Spotify has a feature where if it is playing on another device, you can control it with any other device logged into the account, is there any good way to replicate this with a linux desktop and an android phone?
That whole Spotify Connect feature and Sonos support is what keeps me in the ecosystem, unfortunately…
I’ve tried to get away from Spotify for years and the reality is the competition still sucks. I still have Tidal and YT music subscriptions but 90% of my music is on Spotify. I don’t know why is it so hard to match this.
Self hosting music is absolutely not worth it though it seems like that’s the only way to match Spotify quality of the experience.
If you use Plex it’s an absolute cinch to host your own music. Even if you don’t use Plex already it takes 5 mins to setup and you’re streaming your music to your hearts content.
And where do I get the music? Every time I want to listen to something I’m spending 20 minutes searching for it on some forsaken pirate websites? I’m way too old and not poor enough for this.
It’s not as hard as you’re making it out to be, but then again, the assumption that the barrier to entry is high is what keeps piracy niche, and as long as it’s niche copyright enforcement doesn’t notice as much… so I guess it all works out.
But there are sites that you can visit that use rotating family accounts to download music straight from qobuz and the like. Theres nothing sketchy there, it just violates the ToS to use accounts like that.
Ive been a pirate since the late 90s and it’s a service problem for the most part. So saying a song name on Spotify and getting what you want 99.9% of the time is an unbeatable experience. Not to mention curated and generate playlists. No piracy setup matches this that I’ve seen.
So the first sentence says TV and movie streaming replacement is trivial… Can you elaborate for someone who still uses the pirate bay for movies?

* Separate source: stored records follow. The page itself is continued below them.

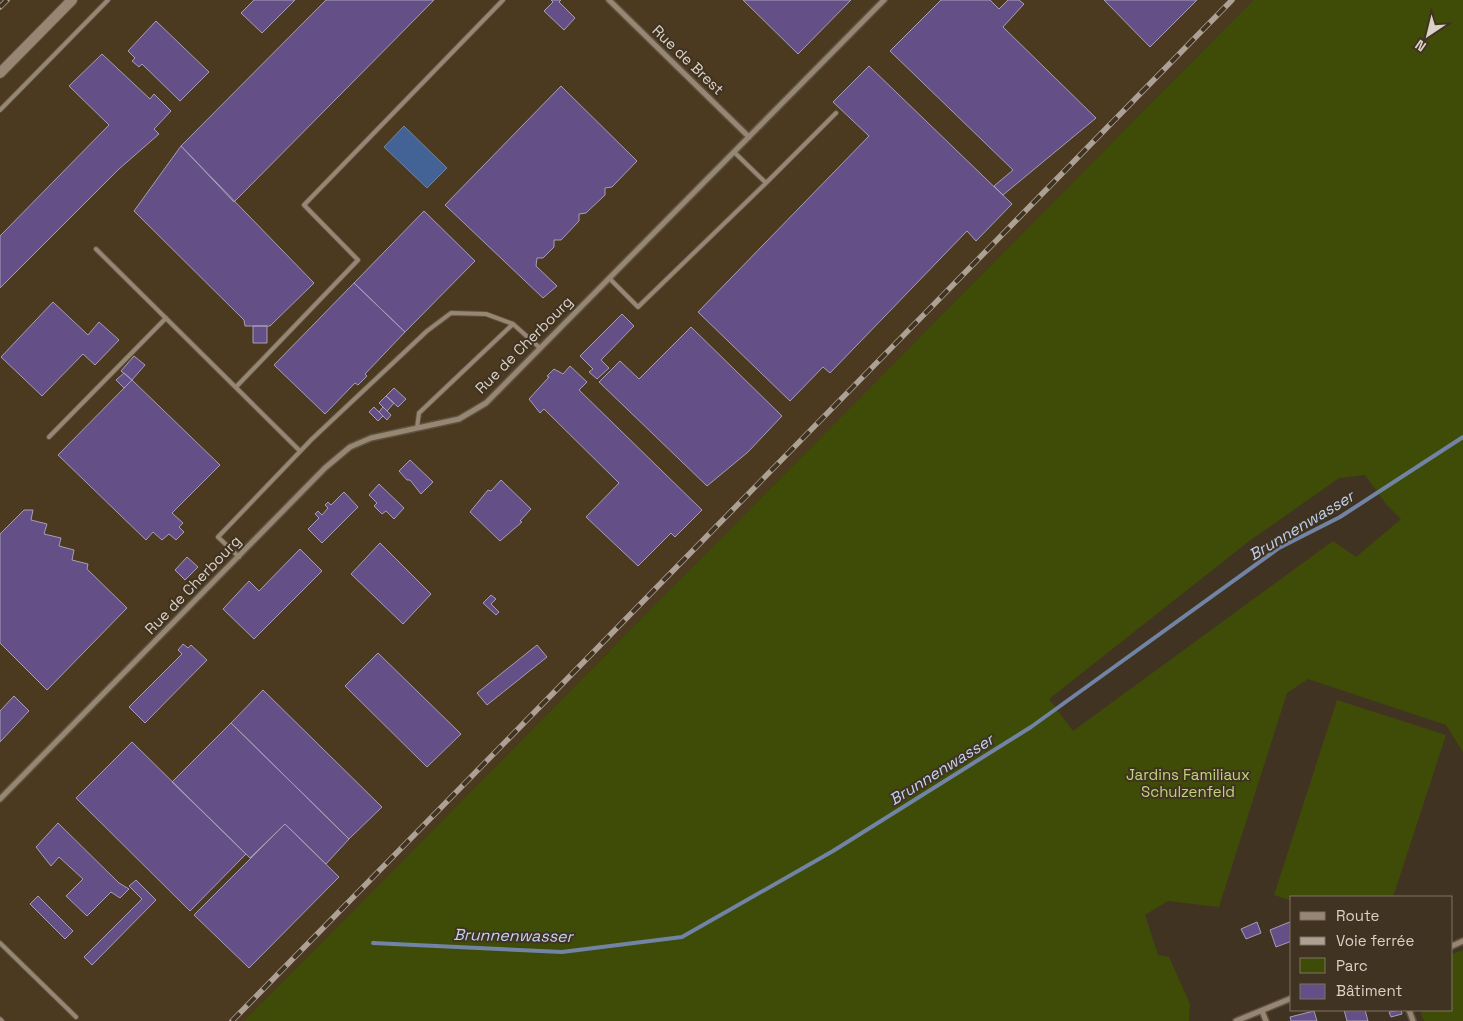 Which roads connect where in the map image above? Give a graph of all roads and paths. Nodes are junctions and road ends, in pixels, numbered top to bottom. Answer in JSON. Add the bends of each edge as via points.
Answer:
{"nodes":[{"id":1,"x":72,"y":0,"type":"edge"},
{"id":2,"x":108,"y":0,"type":"edge"},
{"id":3,"x":503,"y":0,"type":"edge"},
{"id":4,"x":609,"y":0,"type":"edge"},
{"id":5,"x":884,"y":0,"type":"edge"},
{"id":6,"x":16,"y":57,"type":"junction"},
{"id":7,"x":0,"y":66,"type":"edge"},
{"id":8,"x":0,"y":73,"type":"edge"},
{"id":9,"x":0,"y":110,"type":"edge"},
{"id":10,"x":836,"y":113,"type":"dead end"},
{"id":11,"x":749,"y":137,"type":"junction"},
{"id":12,"x":734,"y":152,"type":"junction"},
{"id":13,"x":766,"y":183,"type":"junction"},
{"id":14,"x":96,"y":249,"type":"dead end"},
{"id":15,"x":609,"y":278,"type":"junction"},
{"id":16,"x":166,"y":318,"type":"junction"},
{"id":17,"x":513,"y":324,"type":"junction"},
{"id":18,"x":540,"y":348,"type":"junction"},
{"id":19,"x":236,"y":387,"type":"junction"},
{"id":20,"x":417,"y":428,"type":"junction"},
{"id":21,"x":49,"y":437,"type":"dead end"},
{"id":22,"x":300,"y":451,"type":"junction"},
{"id":23,"x":239,"y":556,"type":"junction"},
{"id":24,"x":0,"y":800,"type":"edge"},
{"id":25,"x":0,"y":943,"type":"edge"},
{"id":26,"x":1290,"y":999,"type":"edge"},
{"id":27,"x":1262,"y":1011,"type":"junction"},
{"id":28,"x":76,"y":1016,"type":"dead end"},
{"id":29,"x":1236,"y":1021,"type":"edge"},
{"id":30,"x":1266,"y":1021,"type":"edge"}],
"edges":[{"from":1,"to":6,"type":"main road"},
{"from":2,"to":9,"type":"lane"},
{"from":3,"to":19,"type":"lane","via":[[304,205],[358,260]]},
{"from":4,"to":11,"type":"street","name":"Rue de Brest"},
{"from":5,"to":11,"type":"street","name":"Rue de Cherbourg"},
{"from":6,"to":7,"type":"street"},
{"from":6,"to":8,"type":"main road"},
{"from":10,"to":13,"type":"lane"},
{"from":11,"to":12,"type":"street","name":"Rue de Cherbourg"},
{"from":12,"to":13,"type":"lane"},
{"from":12,"to":15,"type":"street","name":"Rue de Cherbourg"},
{"from":13,"to":15,"type":"lane","via":[[638,307]]},
{"from":14,"to":16,"type":"lane"},
{"from":15,"to":18,"type":"street","name":"Rue de Cherbourg"},
{"from":16,"to":19,"type":"lane"},
{"from":16,"to":21,"type":"lane"},
{"from":17,"to":18,"type":"lane"},
{"from":17,"to":20,"type":"lane","via":[[419,413]]},
{"from":17,"to":22,"type":"lane","via":[[486,314],[451,314],[427,331]]},
{"from":18,"to":20,"type":"street","name":"Rue de Cherbourg","via":[[486,403],[459,419]]},
{"from":19,"to":22,"type":"lane"},
{"from":20,"to":23,"type":"street","name":"Rue de Cherbourg","via":[[371,438],[350,447]]},
{"from":22,"to":23,"type":"lane","via":[[218,537]]},
{"from":23,"to":24,"type":"street","name":"Rue de Cherbourg"},
{"from":25,"to":28,"type":"lane"},
{"from":26,"to":27,"type":"street"},
{"from":27,"to":29,"type":"street"},
{"from":27,"to":30,"type":"street"}]}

I would imagine they mean something like jellyfin/plex, which don’t necessarily get you away from torrents. Unless you want to go the slightly more legal route of ripping DVDs and Blu-rays and re-encoding everything for yourself. I say “slightly more legal” because while you are legally allowed a backup or archival copy of your own media (in the US), you still usually have to violate the DMCA to break encryption so you can rip your archival copy.